LAGOS, March 28 (Reuters) – The value of trading on Nigeria’s stock market dropped by 22.3 percent to 74.1 billion naira ($236 mln) in February from a month before, the stock exchange said on Tuesday, as foreign investors kept to the sidelines.
Nigeria is battling a currency crisis brought on by low prices for oil, its main export, and now operates multiple currency regimes dominated by central bank intervention, making it difficult to price assets.
It has several exchange rates — the official one, the black market, a rate for Muslim pilgrims going to Saudi Arabia and a retail rate set by exchange bureaus.
On Monday, the central bank set a new naira rate for consumers with certain foreign expenses and stepped up dollar sales. But analysts doubted whether the moves would draw foreign investors back to Africa’s largest economy.
The stock market was one of the world’s best performing frontier markets until 2013 but low liquidity levels and currency restrictions have deterred foreign investors.
Foreign transactions on the stock exchange hit 1.54 trillion naira ($4.9 bln) in 2014, when oil prices were at a peak, but declined to 518 billion naira last year as crude prices plunged, the stock exchange said.

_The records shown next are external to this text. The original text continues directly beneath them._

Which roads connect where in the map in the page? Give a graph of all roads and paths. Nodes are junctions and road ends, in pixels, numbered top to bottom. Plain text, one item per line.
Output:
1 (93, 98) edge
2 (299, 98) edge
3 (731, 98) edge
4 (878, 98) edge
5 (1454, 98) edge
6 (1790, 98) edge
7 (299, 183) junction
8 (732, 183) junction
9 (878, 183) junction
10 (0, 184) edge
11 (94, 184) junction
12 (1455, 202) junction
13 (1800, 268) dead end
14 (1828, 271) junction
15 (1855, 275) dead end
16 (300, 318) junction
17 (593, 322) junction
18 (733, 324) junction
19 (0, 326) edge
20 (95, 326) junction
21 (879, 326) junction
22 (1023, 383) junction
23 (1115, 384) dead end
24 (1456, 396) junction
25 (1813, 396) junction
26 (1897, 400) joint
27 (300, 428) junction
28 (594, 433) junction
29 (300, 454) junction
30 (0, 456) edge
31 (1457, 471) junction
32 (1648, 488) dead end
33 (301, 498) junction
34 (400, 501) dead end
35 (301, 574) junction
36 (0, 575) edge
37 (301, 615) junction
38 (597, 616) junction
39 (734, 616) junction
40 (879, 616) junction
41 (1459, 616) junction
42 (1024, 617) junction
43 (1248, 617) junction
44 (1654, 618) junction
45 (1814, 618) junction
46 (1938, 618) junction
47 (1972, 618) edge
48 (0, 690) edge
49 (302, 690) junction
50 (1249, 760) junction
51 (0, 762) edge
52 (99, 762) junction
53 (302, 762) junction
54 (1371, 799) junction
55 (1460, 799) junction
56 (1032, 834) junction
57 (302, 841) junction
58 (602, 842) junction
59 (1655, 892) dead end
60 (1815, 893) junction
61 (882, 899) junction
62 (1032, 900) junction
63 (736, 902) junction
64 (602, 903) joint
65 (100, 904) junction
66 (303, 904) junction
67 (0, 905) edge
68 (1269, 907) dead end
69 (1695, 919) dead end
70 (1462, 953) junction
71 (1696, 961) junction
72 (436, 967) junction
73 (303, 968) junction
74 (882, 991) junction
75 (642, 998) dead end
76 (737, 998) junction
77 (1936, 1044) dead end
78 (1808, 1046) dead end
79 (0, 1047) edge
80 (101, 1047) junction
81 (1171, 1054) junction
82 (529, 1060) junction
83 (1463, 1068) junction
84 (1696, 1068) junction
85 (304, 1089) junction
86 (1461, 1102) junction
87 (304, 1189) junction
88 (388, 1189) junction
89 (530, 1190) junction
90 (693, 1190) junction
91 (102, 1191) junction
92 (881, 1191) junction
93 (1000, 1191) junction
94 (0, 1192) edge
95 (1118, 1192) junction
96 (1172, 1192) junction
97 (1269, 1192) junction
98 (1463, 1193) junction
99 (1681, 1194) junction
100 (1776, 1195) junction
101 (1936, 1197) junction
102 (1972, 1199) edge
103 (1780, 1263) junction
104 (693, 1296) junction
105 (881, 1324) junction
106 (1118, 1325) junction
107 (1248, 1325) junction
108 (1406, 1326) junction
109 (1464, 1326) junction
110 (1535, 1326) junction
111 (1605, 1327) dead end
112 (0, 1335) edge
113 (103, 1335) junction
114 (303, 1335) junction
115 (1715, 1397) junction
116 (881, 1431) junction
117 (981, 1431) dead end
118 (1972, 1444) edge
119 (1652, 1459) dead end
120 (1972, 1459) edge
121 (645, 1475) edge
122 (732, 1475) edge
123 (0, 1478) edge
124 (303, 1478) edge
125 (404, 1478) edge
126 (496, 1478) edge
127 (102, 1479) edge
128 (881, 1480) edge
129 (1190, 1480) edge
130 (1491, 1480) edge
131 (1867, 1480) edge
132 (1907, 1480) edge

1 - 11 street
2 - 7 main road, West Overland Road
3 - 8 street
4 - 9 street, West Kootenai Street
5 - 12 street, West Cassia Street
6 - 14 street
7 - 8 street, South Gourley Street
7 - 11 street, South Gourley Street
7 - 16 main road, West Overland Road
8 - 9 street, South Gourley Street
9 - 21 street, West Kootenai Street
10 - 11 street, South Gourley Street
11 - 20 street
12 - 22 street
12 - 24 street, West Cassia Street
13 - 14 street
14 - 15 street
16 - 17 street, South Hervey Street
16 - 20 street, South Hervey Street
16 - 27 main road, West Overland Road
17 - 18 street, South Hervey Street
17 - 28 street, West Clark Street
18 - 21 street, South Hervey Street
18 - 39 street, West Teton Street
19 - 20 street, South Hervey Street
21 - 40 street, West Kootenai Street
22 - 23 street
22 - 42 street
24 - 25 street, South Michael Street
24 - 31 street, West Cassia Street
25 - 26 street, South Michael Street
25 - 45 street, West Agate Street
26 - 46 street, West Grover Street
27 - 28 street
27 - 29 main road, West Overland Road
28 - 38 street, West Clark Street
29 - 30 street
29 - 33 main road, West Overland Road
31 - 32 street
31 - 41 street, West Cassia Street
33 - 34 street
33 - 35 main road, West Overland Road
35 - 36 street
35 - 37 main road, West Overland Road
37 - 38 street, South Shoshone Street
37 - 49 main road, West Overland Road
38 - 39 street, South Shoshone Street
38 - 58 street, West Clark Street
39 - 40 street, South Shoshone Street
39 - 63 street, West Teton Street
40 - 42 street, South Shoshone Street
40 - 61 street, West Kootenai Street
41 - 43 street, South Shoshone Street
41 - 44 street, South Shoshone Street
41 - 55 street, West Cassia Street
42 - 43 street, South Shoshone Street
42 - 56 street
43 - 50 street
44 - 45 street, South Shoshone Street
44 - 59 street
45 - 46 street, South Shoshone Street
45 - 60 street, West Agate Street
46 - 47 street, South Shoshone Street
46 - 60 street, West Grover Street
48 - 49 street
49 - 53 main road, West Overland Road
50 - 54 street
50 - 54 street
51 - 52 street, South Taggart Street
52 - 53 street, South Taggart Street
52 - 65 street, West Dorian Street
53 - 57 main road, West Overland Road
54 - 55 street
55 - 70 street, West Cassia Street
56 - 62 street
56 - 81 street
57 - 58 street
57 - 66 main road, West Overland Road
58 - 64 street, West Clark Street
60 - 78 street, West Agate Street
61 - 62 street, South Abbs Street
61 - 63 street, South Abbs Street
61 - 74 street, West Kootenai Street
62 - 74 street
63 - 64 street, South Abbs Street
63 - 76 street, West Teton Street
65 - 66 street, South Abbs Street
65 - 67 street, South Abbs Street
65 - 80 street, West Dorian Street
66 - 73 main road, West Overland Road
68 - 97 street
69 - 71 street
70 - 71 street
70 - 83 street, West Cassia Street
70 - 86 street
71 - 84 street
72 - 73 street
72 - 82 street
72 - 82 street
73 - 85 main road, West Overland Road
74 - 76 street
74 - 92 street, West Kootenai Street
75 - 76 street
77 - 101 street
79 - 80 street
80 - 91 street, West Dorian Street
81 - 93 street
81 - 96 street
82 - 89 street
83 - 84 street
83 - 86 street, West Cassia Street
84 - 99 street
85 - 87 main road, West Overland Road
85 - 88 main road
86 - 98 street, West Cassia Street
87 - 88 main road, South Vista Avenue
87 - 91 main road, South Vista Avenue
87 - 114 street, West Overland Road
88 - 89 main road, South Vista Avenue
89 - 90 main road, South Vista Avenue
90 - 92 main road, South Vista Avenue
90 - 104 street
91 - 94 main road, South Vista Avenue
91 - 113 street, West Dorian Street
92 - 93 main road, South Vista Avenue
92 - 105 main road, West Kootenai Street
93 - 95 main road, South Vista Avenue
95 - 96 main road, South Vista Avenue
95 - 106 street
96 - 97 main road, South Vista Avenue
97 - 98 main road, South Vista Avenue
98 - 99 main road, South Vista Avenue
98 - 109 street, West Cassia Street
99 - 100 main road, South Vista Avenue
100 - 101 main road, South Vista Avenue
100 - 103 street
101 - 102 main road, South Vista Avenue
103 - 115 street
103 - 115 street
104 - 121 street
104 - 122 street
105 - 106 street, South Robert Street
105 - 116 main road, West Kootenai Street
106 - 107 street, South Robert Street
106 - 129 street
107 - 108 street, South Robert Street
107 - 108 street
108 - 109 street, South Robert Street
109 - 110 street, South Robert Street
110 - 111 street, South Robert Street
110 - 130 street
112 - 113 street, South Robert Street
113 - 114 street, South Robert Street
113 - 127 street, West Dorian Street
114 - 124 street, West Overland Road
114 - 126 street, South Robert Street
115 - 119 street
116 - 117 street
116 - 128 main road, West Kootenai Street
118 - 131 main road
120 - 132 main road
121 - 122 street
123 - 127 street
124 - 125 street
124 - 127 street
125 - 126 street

Analysts expect more pain.
If index provider MSCI fulfils a threat to drop Nigeria from its frontier equity benchmark when it reviews its indices in May, foreign trades could fall further.
Nigerian shares have lost 5.2 percent so far this year after a 6.2 percent fall last year. In dollar terms, they shed 40 percent in 2016 as the naira fell by a third on the official market due to central bank reforms.
The stock exchange said foreign investors traded shares valued at 74.1 billion naira last month, down from 95.3 billion naira in January, with sales accounting for more than half those transactions.
Domestic trading accounted for 53.4 percent of total share dealing in February, the stock exchange said.